Going through the entries below, count each line containing the word "change". Report the number only.

SOURCE MATERIAL:
****

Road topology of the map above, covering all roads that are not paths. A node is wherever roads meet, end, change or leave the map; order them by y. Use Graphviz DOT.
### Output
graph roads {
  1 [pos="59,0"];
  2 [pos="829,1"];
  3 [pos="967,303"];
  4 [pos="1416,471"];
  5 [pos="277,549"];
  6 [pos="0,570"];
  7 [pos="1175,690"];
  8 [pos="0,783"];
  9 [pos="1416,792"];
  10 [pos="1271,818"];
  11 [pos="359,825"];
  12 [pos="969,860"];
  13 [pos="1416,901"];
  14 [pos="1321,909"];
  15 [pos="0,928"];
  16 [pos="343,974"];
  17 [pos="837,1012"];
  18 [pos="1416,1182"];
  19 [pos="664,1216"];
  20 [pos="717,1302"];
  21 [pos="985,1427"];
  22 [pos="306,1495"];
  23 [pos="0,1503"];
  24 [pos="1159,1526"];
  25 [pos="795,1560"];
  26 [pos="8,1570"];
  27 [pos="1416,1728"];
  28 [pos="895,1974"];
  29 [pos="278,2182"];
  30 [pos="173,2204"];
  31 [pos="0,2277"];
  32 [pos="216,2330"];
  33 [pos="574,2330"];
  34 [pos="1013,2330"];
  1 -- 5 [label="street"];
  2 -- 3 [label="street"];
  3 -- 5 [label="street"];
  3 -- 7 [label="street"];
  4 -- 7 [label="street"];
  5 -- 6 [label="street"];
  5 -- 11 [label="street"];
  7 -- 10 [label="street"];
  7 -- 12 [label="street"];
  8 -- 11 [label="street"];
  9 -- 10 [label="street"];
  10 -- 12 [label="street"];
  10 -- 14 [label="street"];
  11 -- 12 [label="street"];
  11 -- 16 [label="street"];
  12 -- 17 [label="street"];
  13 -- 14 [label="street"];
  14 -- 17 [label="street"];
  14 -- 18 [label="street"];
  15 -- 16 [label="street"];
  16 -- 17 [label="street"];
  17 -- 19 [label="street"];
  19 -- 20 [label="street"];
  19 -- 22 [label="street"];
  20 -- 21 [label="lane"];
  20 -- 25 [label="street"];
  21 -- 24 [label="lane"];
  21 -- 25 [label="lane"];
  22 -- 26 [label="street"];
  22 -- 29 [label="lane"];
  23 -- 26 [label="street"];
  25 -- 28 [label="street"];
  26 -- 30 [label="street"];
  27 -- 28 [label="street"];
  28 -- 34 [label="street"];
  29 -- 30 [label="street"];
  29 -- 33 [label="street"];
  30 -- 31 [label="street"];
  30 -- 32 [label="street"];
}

****

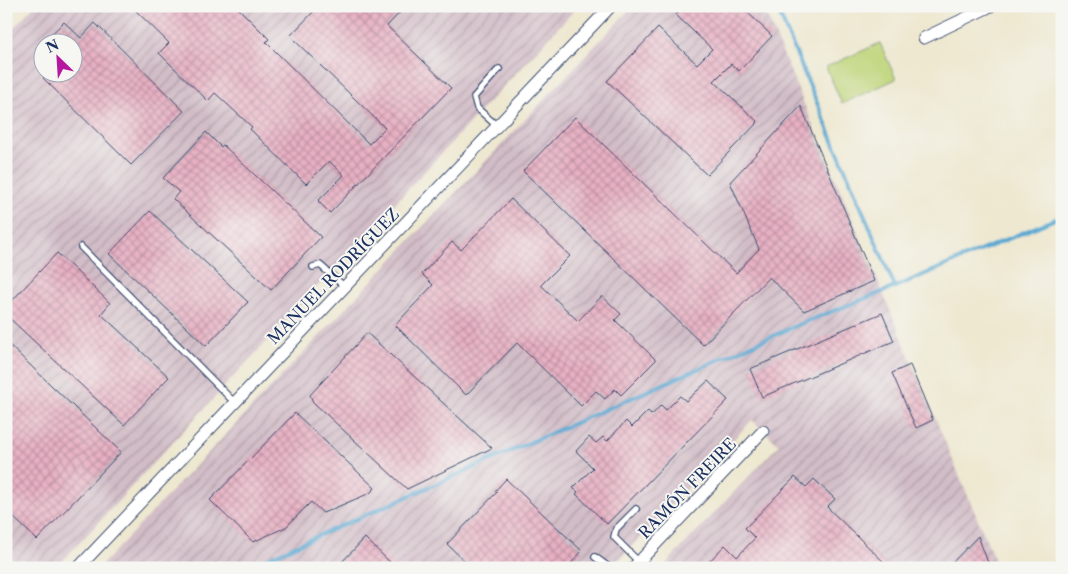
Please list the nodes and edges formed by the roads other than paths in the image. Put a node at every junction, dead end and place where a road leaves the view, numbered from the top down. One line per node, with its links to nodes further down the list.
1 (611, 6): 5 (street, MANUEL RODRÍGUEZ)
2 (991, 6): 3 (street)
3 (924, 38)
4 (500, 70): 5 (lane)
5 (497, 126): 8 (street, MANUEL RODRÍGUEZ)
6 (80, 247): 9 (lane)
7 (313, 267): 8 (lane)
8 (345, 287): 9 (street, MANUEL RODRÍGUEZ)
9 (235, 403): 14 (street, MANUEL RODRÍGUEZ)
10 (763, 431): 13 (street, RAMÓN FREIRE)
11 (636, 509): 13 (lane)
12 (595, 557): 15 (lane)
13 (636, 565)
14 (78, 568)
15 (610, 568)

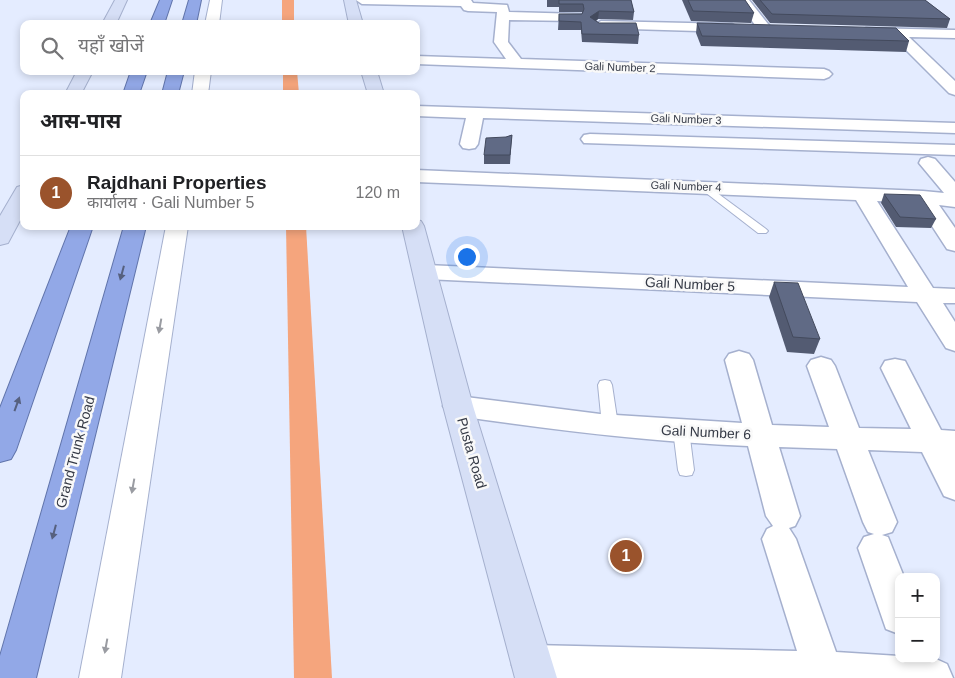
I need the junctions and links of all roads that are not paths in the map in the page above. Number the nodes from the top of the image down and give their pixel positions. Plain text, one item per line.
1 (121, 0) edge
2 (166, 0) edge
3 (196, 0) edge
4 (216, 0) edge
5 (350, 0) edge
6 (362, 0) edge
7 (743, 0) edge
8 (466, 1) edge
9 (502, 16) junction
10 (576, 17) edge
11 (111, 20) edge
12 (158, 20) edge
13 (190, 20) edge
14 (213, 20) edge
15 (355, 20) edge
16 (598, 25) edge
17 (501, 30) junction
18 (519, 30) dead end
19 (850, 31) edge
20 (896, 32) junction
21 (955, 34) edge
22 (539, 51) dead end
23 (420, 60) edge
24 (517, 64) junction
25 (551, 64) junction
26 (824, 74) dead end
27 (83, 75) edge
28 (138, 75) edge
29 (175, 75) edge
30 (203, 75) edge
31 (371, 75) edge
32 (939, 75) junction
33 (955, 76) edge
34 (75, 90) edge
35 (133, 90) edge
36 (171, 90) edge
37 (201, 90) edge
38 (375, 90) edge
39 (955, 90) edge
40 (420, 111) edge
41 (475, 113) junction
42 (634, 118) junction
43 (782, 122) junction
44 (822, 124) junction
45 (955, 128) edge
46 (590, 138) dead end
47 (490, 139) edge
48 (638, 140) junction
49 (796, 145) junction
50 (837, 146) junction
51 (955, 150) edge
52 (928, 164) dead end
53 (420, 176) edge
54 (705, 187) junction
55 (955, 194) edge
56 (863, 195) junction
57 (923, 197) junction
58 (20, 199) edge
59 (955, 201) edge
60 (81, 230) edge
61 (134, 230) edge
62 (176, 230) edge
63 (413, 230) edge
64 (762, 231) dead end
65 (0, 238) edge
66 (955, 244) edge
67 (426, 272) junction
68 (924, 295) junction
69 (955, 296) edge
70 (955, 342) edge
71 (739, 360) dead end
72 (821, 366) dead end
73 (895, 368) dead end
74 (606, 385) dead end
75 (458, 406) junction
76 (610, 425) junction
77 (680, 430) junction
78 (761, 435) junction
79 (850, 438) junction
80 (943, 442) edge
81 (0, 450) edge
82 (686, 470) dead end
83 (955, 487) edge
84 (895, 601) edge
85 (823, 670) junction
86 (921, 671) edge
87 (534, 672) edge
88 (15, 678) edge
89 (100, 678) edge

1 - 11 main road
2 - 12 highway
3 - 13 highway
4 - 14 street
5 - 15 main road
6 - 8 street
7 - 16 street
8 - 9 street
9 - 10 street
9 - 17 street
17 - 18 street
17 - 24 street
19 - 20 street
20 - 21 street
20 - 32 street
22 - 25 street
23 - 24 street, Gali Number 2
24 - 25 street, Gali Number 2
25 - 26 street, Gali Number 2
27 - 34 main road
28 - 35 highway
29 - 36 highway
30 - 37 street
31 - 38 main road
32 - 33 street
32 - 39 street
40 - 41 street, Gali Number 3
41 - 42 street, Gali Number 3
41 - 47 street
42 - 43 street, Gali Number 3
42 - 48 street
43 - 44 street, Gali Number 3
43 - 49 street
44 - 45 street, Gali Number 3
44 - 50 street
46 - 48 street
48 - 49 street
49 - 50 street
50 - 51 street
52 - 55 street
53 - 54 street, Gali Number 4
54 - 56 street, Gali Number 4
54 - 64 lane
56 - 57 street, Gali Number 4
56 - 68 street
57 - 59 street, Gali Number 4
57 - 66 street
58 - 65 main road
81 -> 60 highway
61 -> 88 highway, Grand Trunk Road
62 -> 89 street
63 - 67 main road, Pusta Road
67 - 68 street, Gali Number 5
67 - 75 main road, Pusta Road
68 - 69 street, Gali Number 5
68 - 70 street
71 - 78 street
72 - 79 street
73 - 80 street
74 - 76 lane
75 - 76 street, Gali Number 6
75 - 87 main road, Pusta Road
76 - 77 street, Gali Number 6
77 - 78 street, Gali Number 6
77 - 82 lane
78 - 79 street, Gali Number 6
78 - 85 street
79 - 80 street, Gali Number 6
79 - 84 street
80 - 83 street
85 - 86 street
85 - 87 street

****

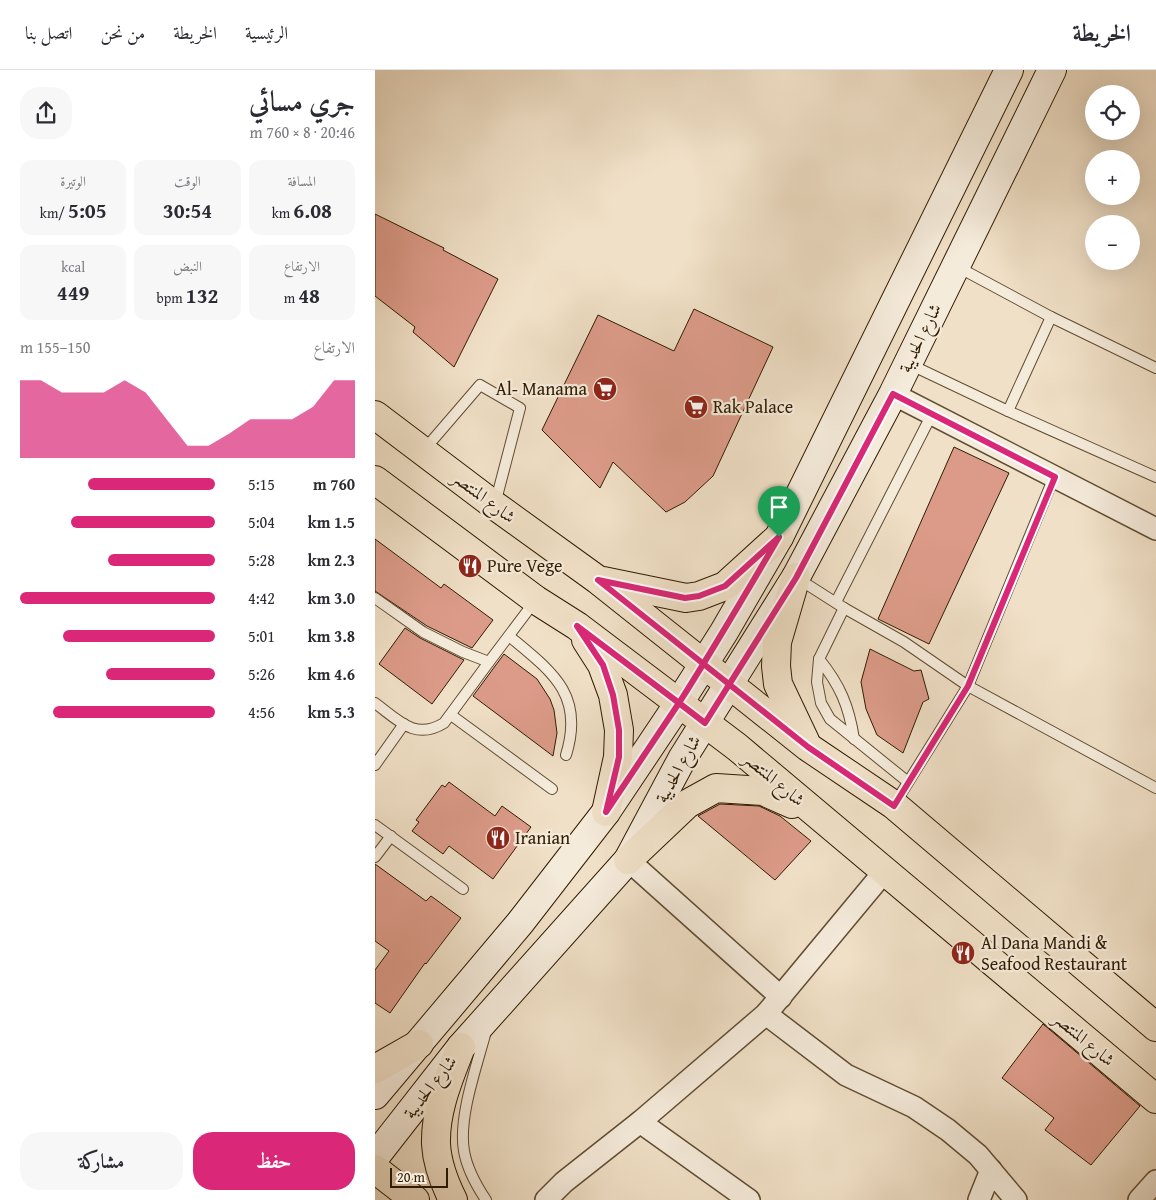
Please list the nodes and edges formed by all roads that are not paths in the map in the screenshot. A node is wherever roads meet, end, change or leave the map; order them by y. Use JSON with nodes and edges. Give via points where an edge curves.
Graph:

****

OUTPUT OF THE TASK: 2